4. Support for Faculty and Student-led Initiatives
Thanks to the school’s weekly emails, any IR-related events are given some amount of publicity by the department. Improvement can be made, Julian feels, on the amount of direct support given by the school to faculty and students as they organise events.
“If any organisations contact me in the future, I would make sure that they get all the support possible in their events – make sure that faculty members attend, incentivise tutors to tell their students to go, when possible provide financial support, and help them track bigger speakers. If we are the number one IR school in the country, I’m sure we could attract huge names. But we need to collaborate with all these societies to make it happen, and the school can be there to provide support.”
Simple yet effective, Julian’s manifesto seeks to provide avenues for positive developments that can be undertaken over the course of a year. Having spent this past year as SVS Convenor, a member of the Central American Initiative, and a member of the Entrepreneurs Society, he is aware of the need for gradual, rather than sudden, change. From offering more support to IR students studying abroad or providing more avenues for students to give module feedback, Julian wishes to make small alterations to the smooth-running school.
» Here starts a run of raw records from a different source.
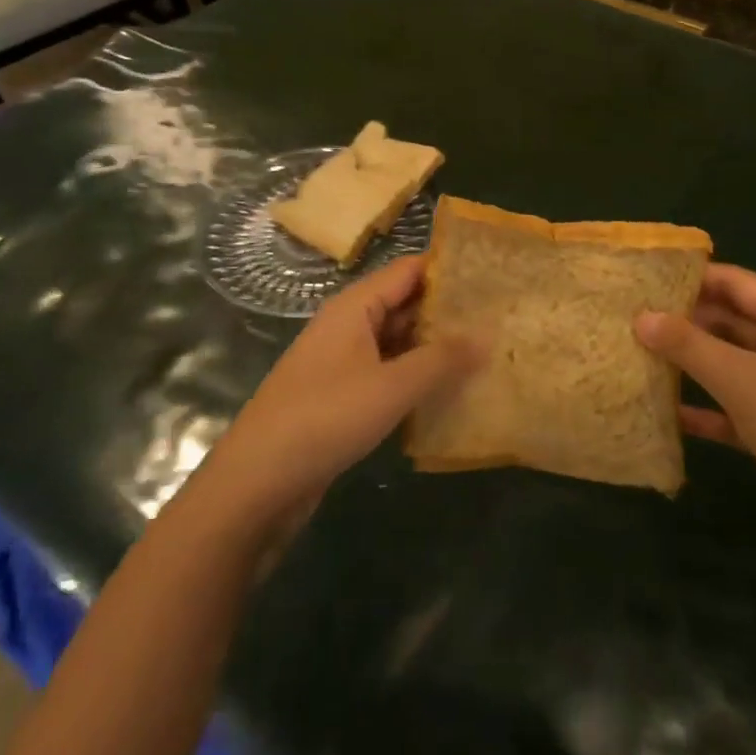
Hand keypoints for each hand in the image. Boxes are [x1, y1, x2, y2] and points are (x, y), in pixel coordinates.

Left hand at [187, 255, 480, 545]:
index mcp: (355, 306)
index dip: (449, 269)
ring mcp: (343, 361)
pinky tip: (449, 390)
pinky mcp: (341, 396)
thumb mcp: (391, 387)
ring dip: (434, 346)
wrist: (255, 485)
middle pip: (404, 303)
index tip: (493, 276)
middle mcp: (348, 325)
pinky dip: (415, 376)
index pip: (409, 270)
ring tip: (486, 351)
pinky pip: (387, 372)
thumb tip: (487, 334)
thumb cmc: (324, 419)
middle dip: (447, 310)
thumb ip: (441, 359)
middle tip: (500, 317)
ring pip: (397, 341)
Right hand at [635, 265, 755, 565]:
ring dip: (692, 364)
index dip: (691, 278)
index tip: (644, 279)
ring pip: (732, 363)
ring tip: (640, 355)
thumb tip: (640, 316)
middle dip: (686, 322)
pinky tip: (668, 413)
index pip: (736, 282)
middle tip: (632, 319)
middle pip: (732, 321)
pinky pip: (736, 405)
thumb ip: (688, 345)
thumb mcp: (741, 379)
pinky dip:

His sensible objectives are indicative of his past experience as a mediator. Being SVS Convenor, he actively liaises between volunteers and charities, charities and the university, the community and the SSC, in addition to keeping his own community informed of his position on various motions within the SSC.
Julian describes himself as being energetic, friendly, and always open to helping anyone in need of advice or a chat. As president, he hopes to establish a weekly “surgery” hour available to students who wish to share any thoughts or concerns that they have, once again promoting the open dialogue that he values. He also plans on working with the heads of other schools to organise networking events, reminding students of an IR degree’s flexible nature.
Student opinion being an important part of improving the school, Julian has considered an institutionalised feedback method that would prove more beneficial than the current module evaluation forms. Tutors could select two of their students at random to comment on their experience with the module, ideally capturing the general opinion of the class. The results could then be distributed to the rest of the students.
post st andrews
Currently, Julian is doing an internship with Dr Roddy Brett, an IR lecturer who spent time in Guatemala as scholar-practitioner.
“Optimistically, I want to go back to Latin America and possibly do some research. I’ve taken two classes on Latin American this year – which sounds ridiculous, I came all the way to St Andrews to study my own region. But it’s really changed my perspective, and I would really like to understand my own culture before understanding anything else. I’d like to work with an NGO in Guatemala.”